*Directions*. Retype all the entries word for word, but omit the pictures.

*Stored data*.
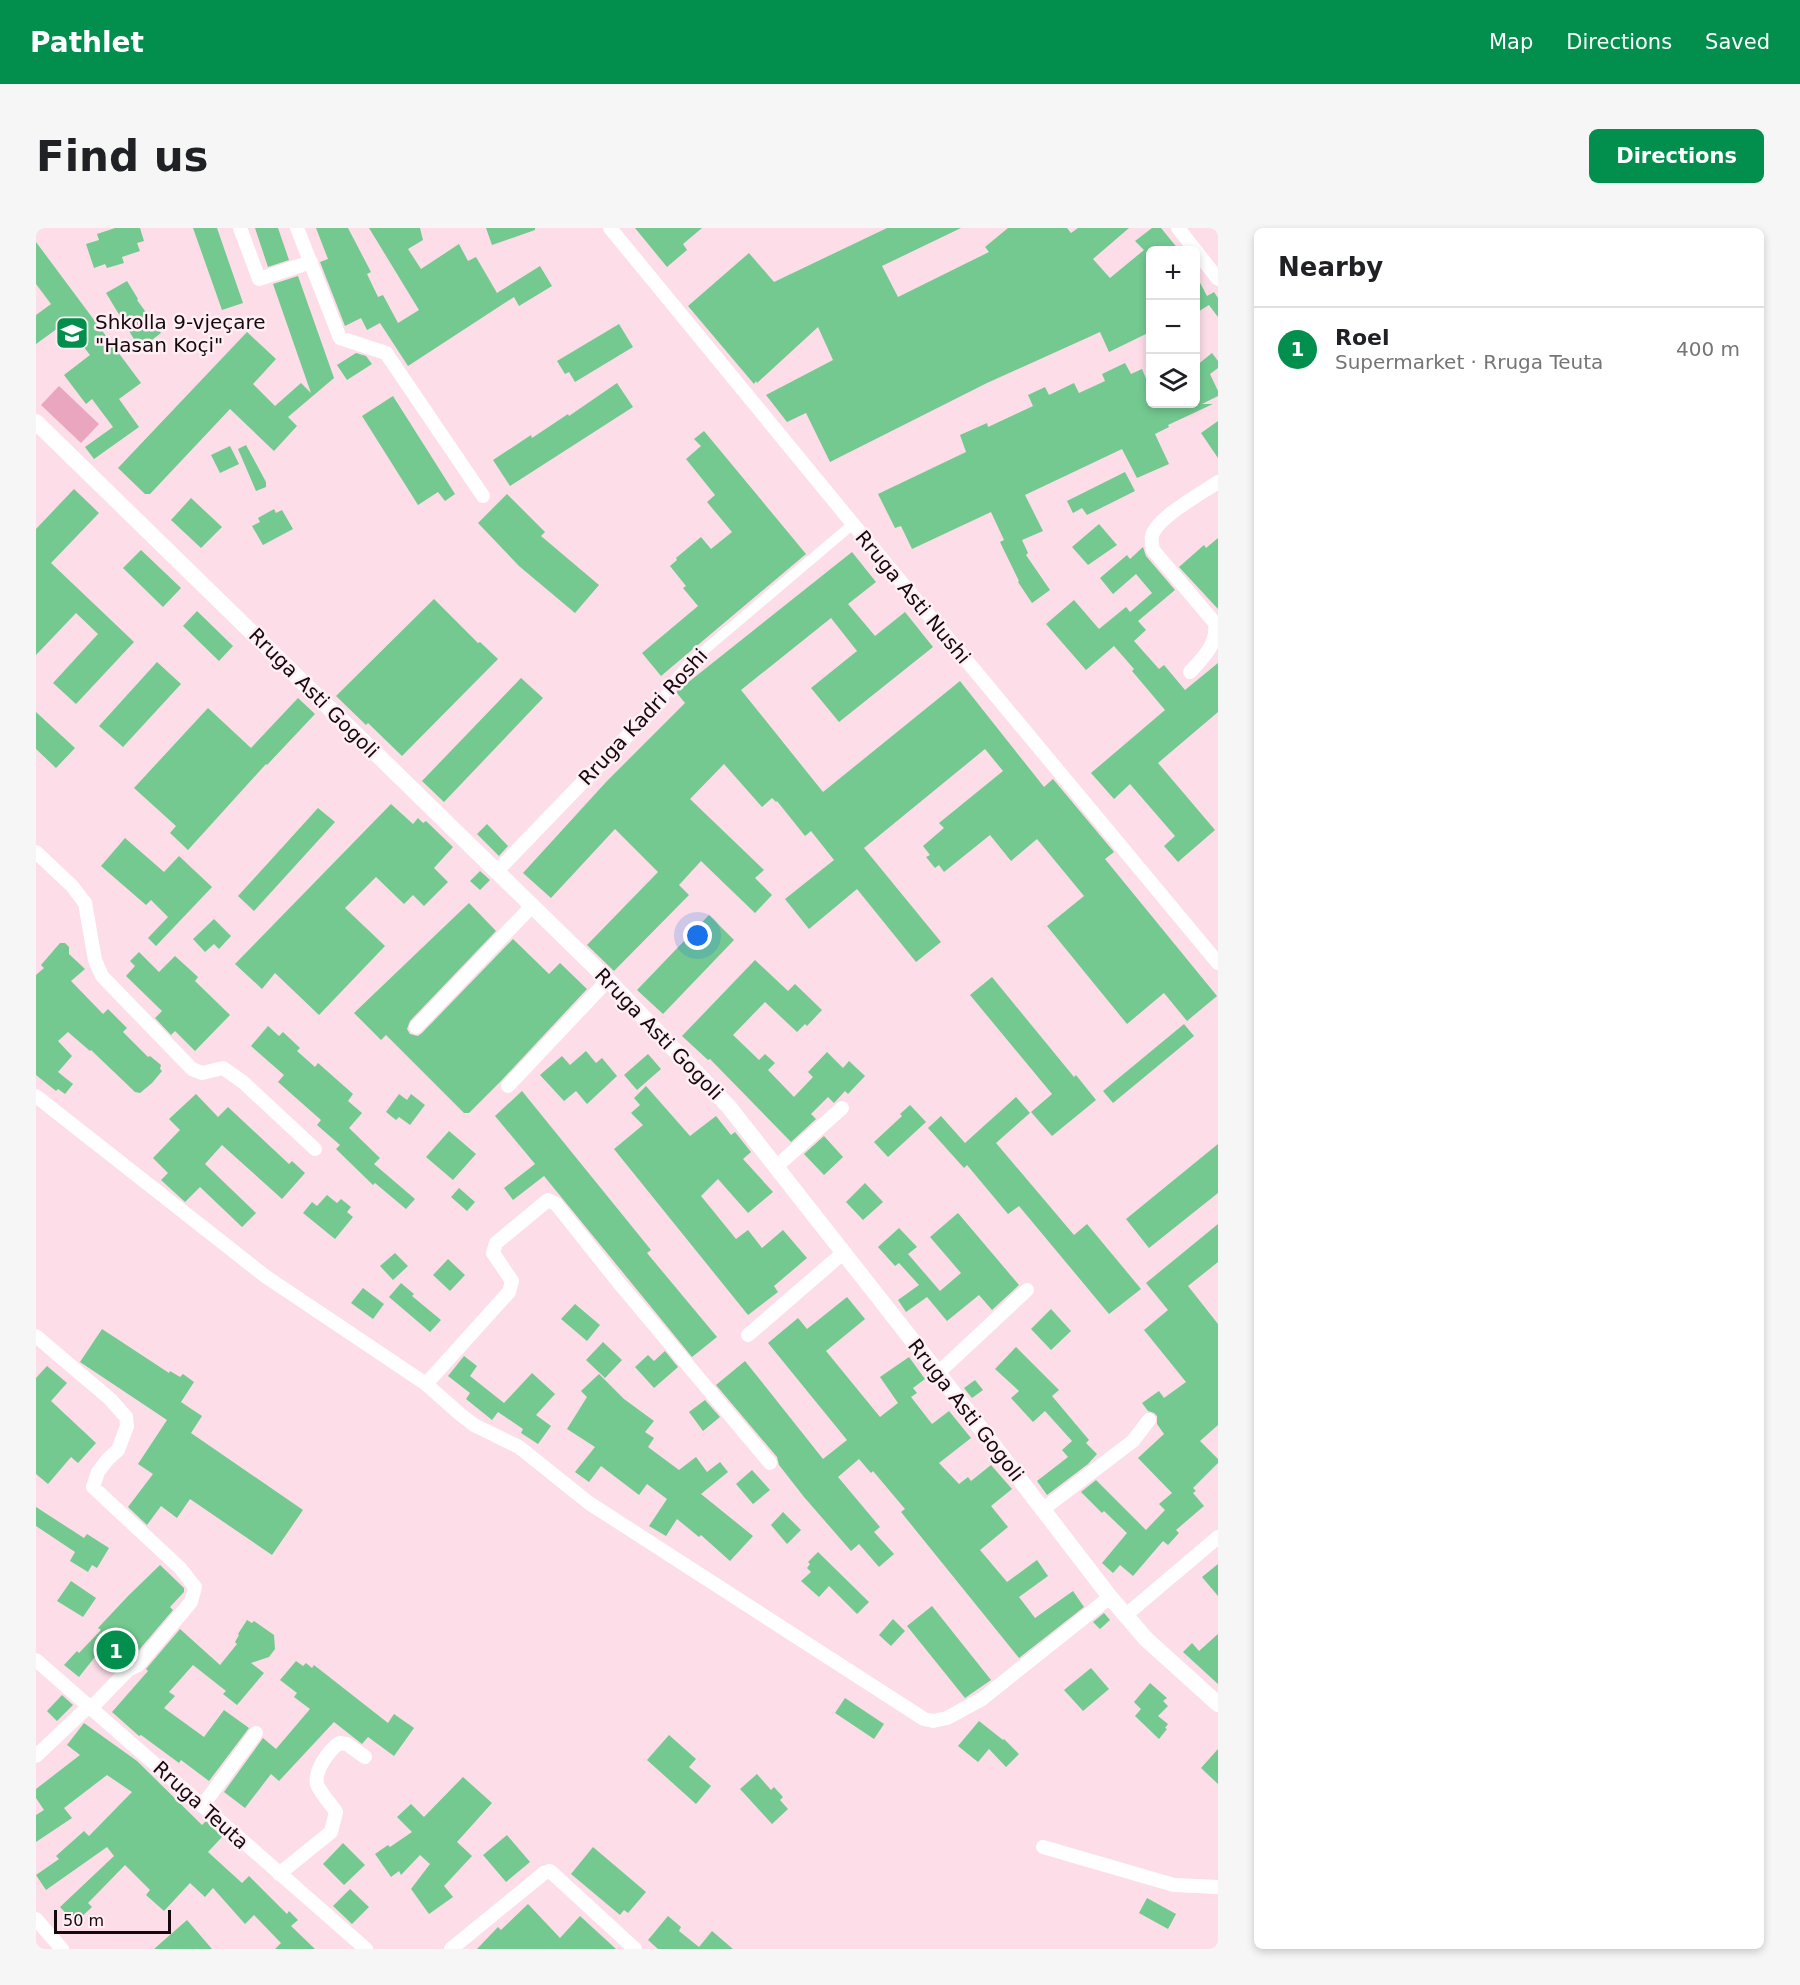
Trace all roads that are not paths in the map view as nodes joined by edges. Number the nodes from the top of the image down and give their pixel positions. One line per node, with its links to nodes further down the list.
1 (240, 228): 5 (street)
2 (297, 228): 5 (street)
3 (610, 228): 10 (street, Rruga Asti Nushi)
4 (1178, 228): 6 (street)
5 (311, 262): 9 (street)
6 (1218, 279)
7 (36, 422): 14 (street, Rruga Asti Gogoli)
8 (1218, 482): 11 (street)
9 (483, 496)
10 (853, 524): 12 (street, Rruga Kadri Roshi); 16 (street, Rruga Asti Nushi)
11 (1190, 672)
12 (662, 700): 14 (street, Rruga Kadri Roshi)
13 (36, 852): 22 (street)
14 (496, 872): 15 (street, Rruga Asti Gogoli)
15 (532, 906): 17 (street, Rruga Asti Gogoli); 18 (street)
16 (1215, 954)
17 (608, 980): 19 (street); 23 (street, Rruga Asti Gogoli)
18 (416, 1028)
19 (508, 1086)
20 (36, 1096): 29 (street)
21 (842, 1108): 23 (street)
22 (315, 1149)
23 (777, 1166): 24 (street, Rruga Asti Gogoli)
24 (843, 1253): 26 (street); 28 (street, Rruga Asti Gogoli)
25 (1027, 1290): 28 (street)
26 (748, 1335)
27 (36, 1336): 38 (street)
28 (938, 1373): 32 (street, Rruga Asti Gogoli)
29 (426, 1384): 31 (street); 34 (street)
30 (1149, 1420): 32 (street)
31 (770, 1463)
32 (1042, 1510): 34 (street, Rruga Asti Gogoli)
33 (1218, 1537): 35 (street)
34 (1110, 1598): 35 (street, Rruga Asti Gogoli)
35 (1126, 1615): 37 (street, Rruga Asti Gogoli)
36 (36, 1660): 38 (street, Rruga Teuta)
37 (1218, 1704)
38 (88, 1706): 40 (street); 42 (street, Rruga Teuta)
39 (256, 1733): 42 (street)
40 (36, 1756)
41 (365, 1757): 44 (street)
42 (203, 1805): 44 (street, Rruga Teuta)
43 (1043, 1847): 45 (street)
44 (279, 1874): 48 (street, Rruga Teuta)
45 (1218, 1887)
46 (36, 1919): 47 (street)
47 (62, 1949)
48 (366, 1949)
49 (451, 1949): 50 (street)
50 (635, 1949)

*Task response*.
Trace all roads that are not paths in the map view as nodes joined by edges. Number the nodes from the top of the image down and give their pixel positions. One line per node, with its links to nodes further down the list.
1 (240, 228): 5 (street)
2 (297, 228): 5 (street)
3 (610, 228): 10 (street, Rruga Asti Nushi)
4 (1178, 228): 6 (street)
5 (311, 262): 9 (street)
6 (1218, 279)
7 (36, 422): 14 (street, Rruga Asti Gogoli)
8 (1218, 482): 11 (street)
9 (483, 496)
10 (853, 524): 12 (street, Rruga Kadri Roshi); 16 (street, Rruga Asti Nushi)
11 (1190, 672)
12 (662, 700): 14 (street, Rruga Kadri Roshi)
13 (36, 852): 22 (street)
14 (496, 872): 15 (street, Rruga Asti Gogoli)
15 (532, 906): 17 (street, Rruga Asti Gogoli); 18 (street)
16 (1215, 954)
17 (608, 980): 19 (street); 23 (street, Rruga Asti Gogoli)
18 (416, 1028)
19 (508, 1086)
20 (36, 1096): 29 (street)
21 (842, 1108): 23 (street)
22 (315, 1149)
23 (777, 1166): 24 (street, Rruga Asti Gogoli)
24 (843, 1253): 26 (street); 28 (street, Rruga Asti Gogoli)
25 (1027, 1290): 28 (street)
26 (748, 1335)
27 (36, 1336): 38 (street)
28 (938, 1373): 32 (street, Rruga Asti Gogoli)
29 (426, 1384): 31 (street); 34 (street)
30 (1149, 1420): 32 (street)
31 (770, 1463)
32 (1042, 1510): 34 (street, Rruga Asti Gogoli)
33 (1218, 1537): 35 (street)
34 (1110, 1598): 35 (street, Rruga Asti Gogoli)
35 (1126, 1615): 37 (street, Rruga Asti Gogoli)
36 (36, 1660): 38 (street, Rruga Teuta)
37 (1218, 1704)
38 (88, 1706): 40 (street); 42 (street, Rruga Teuta)
39 (256, 1733): 42 (street)
40 (36, 1756)
41 (365, 1757): 44 (street)
42 (203, 1805): 44 (street, Rruga Teuta)
43 (1043, 1847): 45 (street)
44 (279, 1874): 48 (street, Rruga Teuta)
45 (1218, 1887)
46 (36, 1919): 47 (street)
47 (62, 1949)
48 (366, 1949)
49 (451, 1949): 50 (street)
50 (635, 1949)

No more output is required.